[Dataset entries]
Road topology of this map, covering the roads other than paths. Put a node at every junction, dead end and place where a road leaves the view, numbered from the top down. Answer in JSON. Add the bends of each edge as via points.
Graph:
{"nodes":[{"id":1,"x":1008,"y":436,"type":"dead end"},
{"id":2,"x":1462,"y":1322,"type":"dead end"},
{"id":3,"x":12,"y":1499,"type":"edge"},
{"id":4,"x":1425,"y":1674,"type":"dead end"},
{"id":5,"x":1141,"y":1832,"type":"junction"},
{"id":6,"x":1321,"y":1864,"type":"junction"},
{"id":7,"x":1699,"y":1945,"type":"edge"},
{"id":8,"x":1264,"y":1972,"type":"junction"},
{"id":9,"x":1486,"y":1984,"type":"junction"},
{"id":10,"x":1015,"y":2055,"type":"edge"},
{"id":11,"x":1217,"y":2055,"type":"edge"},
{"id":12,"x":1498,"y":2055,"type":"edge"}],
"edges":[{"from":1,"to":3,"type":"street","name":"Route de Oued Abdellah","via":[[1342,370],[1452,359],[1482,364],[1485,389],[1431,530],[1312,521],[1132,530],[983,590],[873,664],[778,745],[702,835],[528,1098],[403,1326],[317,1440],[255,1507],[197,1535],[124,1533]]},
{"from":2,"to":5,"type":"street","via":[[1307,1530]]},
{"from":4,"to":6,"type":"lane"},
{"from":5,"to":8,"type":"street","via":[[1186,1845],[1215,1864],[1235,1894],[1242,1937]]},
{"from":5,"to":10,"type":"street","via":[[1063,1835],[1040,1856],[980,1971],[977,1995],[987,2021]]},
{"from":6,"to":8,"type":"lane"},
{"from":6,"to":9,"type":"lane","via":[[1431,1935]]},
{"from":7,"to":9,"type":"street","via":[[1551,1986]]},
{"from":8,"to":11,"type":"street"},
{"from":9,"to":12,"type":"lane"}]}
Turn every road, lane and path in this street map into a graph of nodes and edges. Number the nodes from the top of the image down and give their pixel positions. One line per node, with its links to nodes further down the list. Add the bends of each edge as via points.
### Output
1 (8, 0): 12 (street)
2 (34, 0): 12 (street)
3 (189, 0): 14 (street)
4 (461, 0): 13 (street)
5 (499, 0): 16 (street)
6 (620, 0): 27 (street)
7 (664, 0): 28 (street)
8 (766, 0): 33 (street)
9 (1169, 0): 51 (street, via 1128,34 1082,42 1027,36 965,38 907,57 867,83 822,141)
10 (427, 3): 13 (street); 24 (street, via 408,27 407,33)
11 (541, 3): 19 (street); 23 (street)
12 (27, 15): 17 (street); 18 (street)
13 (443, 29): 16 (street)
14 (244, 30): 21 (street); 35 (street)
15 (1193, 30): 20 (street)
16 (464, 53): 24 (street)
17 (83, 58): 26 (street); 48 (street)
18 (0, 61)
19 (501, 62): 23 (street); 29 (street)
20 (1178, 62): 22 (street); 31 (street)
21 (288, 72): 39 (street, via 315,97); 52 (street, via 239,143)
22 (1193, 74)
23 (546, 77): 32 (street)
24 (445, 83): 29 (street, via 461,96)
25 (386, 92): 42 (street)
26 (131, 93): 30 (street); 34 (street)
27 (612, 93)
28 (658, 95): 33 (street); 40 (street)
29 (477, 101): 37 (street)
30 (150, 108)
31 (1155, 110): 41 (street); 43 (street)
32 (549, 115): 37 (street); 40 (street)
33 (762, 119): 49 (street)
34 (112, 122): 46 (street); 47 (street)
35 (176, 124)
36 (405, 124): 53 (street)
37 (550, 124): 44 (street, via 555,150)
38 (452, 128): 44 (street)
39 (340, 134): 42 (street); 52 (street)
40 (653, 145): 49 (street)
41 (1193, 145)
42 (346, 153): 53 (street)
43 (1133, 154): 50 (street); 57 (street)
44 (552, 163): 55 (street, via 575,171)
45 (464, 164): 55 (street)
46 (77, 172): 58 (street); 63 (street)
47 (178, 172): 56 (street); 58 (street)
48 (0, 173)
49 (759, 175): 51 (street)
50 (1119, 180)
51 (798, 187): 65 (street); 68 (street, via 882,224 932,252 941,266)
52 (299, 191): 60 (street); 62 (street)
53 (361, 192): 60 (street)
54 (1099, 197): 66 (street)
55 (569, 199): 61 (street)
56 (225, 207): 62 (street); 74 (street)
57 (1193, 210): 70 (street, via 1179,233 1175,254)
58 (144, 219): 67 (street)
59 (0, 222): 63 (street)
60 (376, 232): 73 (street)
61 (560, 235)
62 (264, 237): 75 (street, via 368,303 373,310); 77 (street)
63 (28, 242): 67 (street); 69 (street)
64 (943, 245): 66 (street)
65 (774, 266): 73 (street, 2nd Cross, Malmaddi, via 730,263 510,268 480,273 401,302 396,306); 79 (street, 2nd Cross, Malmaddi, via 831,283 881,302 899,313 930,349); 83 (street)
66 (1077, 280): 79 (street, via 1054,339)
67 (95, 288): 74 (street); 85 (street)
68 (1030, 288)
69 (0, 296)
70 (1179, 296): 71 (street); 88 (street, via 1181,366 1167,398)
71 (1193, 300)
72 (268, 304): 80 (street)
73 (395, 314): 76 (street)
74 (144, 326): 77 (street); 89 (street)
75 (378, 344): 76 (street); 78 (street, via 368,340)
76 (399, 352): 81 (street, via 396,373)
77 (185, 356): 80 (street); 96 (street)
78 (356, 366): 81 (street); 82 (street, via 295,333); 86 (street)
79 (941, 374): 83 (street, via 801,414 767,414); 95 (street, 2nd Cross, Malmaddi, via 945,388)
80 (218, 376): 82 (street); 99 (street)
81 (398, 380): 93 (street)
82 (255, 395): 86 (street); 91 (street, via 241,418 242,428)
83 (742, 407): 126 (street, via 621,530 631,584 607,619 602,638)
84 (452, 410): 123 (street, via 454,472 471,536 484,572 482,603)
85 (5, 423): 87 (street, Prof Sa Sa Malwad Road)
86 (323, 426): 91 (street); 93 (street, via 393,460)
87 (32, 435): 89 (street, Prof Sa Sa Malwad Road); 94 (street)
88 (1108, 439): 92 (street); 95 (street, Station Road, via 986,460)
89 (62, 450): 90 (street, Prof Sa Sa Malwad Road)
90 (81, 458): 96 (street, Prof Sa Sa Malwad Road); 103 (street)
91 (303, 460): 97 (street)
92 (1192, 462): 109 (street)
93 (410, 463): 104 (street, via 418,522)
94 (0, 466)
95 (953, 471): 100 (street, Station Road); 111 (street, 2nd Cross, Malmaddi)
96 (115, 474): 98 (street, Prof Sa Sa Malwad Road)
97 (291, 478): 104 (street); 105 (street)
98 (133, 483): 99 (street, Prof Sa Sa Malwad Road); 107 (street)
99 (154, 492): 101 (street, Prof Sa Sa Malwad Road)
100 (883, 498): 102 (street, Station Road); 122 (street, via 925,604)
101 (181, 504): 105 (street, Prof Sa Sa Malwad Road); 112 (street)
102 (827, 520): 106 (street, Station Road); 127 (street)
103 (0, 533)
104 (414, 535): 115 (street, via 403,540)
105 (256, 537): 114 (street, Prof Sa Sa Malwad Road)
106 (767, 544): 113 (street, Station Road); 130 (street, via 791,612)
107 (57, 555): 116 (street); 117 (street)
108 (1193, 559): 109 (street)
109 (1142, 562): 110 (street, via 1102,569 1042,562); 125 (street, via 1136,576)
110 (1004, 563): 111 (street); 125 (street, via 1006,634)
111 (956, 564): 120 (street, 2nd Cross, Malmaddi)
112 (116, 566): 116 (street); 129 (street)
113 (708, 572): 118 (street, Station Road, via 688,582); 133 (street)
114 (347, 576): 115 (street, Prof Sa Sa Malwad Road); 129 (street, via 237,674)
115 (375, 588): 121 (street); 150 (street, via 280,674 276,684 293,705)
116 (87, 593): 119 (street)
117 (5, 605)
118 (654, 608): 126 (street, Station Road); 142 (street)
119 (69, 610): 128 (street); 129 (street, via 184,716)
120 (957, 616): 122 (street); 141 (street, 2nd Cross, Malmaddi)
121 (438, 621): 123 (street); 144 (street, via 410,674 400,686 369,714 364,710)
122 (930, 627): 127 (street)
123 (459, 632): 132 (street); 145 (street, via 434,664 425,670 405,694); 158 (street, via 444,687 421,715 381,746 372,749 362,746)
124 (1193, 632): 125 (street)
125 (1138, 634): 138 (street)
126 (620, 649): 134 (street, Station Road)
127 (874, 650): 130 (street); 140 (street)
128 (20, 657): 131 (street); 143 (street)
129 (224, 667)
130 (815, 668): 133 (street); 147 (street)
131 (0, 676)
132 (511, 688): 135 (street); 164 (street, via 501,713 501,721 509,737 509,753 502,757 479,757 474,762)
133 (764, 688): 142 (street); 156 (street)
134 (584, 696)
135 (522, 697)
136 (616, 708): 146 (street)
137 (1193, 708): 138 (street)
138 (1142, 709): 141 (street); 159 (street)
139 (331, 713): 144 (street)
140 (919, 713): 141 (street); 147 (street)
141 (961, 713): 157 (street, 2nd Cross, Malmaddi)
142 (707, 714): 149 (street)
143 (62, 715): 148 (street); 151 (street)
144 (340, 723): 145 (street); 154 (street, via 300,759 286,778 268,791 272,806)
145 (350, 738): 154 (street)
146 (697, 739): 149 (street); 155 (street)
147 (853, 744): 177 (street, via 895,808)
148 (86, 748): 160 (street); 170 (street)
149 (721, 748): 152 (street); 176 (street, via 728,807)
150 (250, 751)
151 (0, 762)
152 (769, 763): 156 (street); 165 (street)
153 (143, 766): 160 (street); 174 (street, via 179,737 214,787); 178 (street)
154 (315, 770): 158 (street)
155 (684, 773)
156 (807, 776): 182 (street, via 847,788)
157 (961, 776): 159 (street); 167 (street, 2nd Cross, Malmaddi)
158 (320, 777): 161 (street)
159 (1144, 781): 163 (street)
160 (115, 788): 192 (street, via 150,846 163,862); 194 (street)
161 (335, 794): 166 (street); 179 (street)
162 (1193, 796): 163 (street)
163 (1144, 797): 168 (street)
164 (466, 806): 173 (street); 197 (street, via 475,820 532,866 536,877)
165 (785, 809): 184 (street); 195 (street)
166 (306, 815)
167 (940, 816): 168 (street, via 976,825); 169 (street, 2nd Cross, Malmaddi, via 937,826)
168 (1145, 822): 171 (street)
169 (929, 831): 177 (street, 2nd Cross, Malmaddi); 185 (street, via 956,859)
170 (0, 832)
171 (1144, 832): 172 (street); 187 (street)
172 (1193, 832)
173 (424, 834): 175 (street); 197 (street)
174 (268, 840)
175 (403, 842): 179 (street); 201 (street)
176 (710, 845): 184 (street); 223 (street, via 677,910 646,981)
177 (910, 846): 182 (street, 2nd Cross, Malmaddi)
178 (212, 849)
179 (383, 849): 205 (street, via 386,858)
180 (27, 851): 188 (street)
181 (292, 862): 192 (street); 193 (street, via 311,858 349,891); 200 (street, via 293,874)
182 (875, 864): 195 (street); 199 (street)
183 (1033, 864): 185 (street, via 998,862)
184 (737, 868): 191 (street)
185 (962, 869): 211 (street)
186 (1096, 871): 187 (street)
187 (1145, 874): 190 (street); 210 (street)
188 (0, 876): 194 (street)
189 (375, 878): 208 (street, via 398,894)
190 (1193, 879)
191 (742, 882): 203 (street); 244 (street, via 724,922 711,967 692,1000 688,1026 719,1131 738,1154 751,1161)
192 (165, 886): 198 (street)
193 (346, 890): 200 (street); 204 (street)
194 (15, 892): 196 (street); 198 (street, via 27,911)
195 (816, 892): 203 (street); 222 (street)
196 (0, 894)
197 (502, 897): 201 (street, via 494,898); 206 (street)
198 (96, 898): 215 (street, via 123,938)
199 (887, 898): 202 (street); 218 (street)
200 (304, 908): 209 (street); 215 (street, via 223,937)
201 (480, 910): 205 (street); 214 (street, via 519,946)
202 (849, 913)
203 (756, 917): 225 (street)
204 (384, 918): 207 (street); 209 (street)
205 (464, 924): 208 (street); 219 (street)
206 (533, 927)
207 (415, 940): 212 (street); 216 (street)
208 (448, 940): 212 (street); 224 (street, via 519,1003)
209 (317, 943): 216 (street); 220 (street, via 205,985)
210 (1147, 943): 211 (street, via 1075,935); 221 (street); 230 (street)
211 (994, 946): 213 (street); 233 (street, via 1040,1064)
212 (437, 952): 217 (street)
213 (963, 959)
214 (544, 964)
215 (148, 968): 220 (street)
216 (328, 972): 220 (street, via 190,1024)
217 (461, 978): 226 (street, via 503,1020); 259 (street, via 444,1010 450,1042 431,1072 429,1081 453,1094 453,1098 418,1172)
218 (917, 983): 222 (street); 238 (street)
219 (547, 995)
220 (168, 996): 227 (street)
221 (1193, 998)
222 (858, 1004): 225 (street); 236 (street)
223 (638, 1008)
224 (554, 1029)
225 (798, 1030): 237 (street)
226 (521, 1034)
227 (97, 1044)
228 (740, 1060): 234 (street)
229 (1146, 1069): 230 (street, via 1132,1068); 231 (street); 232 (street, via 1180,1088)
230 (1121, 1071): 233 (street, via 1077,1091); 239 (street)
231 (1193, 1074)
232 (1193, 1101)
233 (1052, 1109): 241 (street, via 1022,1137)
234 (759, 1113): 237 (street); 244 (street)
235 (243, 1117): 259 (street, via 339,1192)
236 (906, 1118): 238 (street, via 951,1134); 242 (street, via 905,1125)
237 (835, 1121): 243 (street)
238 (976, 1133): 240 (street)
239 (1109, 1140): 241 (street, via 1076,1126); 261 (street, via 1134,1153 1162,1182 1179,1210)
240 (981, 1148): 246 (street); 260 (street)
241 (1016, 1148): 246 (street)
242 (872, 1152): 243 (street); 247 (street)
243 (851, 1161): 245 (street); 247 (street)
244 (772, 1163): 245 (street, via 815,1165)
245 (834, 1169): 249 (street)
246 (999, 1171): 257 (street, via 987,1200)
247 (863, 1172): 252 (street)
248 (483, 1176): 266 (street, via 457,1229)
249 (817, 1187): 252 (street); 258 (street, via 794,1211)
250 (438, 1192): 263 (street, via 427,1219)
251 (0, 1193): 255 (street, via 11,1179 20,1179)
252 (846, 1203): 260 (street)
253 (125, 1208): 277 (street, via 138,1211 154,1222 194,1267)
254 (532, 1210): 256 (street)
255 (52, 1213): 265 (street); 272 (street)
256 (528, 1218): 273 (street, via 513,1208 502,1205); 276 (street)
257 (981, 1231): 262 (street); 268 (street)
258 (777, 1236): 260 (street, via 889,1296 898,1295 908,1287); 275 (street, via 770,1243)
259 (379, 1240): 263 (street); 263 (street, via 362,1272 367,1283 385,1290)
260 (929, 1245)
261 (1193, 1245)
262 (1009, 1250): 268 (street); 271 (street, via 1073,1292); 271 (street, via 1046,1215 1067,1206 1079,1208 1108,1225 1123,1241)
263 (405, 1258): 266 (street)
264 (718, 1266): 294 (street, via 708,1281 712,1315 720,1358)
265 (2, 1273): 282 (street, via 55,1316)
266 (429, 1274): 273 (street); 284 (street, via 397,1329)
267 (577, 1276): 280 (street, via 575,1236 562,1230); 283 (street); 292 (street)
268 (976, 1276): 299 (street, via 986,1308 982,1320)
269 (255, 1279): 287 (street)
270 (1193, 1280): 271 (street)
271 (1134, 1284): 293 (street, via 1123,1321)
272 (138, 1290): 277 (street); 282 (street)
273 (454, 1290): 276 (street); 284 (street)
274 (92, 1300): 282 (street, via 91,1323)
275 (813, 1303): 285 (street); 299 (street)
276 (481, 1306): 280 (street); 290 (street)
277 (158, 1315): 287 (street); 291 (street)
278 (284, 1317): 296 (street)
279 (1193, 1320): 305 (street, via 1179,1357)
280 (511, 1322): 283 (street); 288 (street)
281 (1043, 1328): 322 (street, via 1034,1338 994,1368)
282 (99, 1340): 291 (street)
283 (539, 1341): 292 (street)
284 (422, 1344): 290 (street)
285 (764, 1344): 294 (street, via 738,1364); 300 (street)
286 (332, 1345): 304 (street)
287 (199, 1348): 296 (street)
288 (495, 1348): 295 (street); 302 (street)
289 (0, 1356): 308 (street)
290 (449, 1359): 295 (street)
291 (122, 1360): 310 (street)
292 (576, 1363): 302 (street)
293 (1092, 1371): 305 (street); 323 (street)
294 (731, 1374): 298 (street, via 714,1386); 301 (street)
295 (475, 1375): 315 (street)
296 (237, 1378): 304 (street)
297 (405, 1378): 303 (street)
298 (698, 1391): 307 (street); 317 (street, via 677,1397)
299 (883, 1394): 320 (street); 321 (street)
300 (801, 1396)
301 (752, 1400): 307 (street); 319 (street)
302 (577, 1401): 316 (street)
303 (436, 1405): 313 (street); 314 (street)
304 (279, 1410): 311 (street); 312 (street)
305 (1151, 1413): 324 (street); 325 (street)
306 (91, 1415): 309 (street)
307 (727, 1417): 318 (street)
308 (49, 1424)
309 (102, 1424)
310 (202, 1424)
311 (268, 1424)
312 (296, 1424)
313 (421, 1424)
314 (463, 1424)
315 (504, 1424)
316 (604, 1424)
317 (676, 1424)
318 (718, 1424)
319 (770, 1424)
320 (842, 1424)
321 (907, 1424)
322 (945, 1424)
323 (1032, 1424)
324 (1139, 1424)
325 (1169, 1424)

### What is being asked:
Report all lines of the data above that include the string "nodes".

### Solution:
{"nodes":[{"id":1,"x":1008,"y":436,"type":"dead end"},
Turn every road, lane and path in this street map into a graph of nodes and edges. Number the nodes from the top of the image down and give their pixel positions. One line per node, with its links to nodes further down the list. Add the bends of each edge as via points.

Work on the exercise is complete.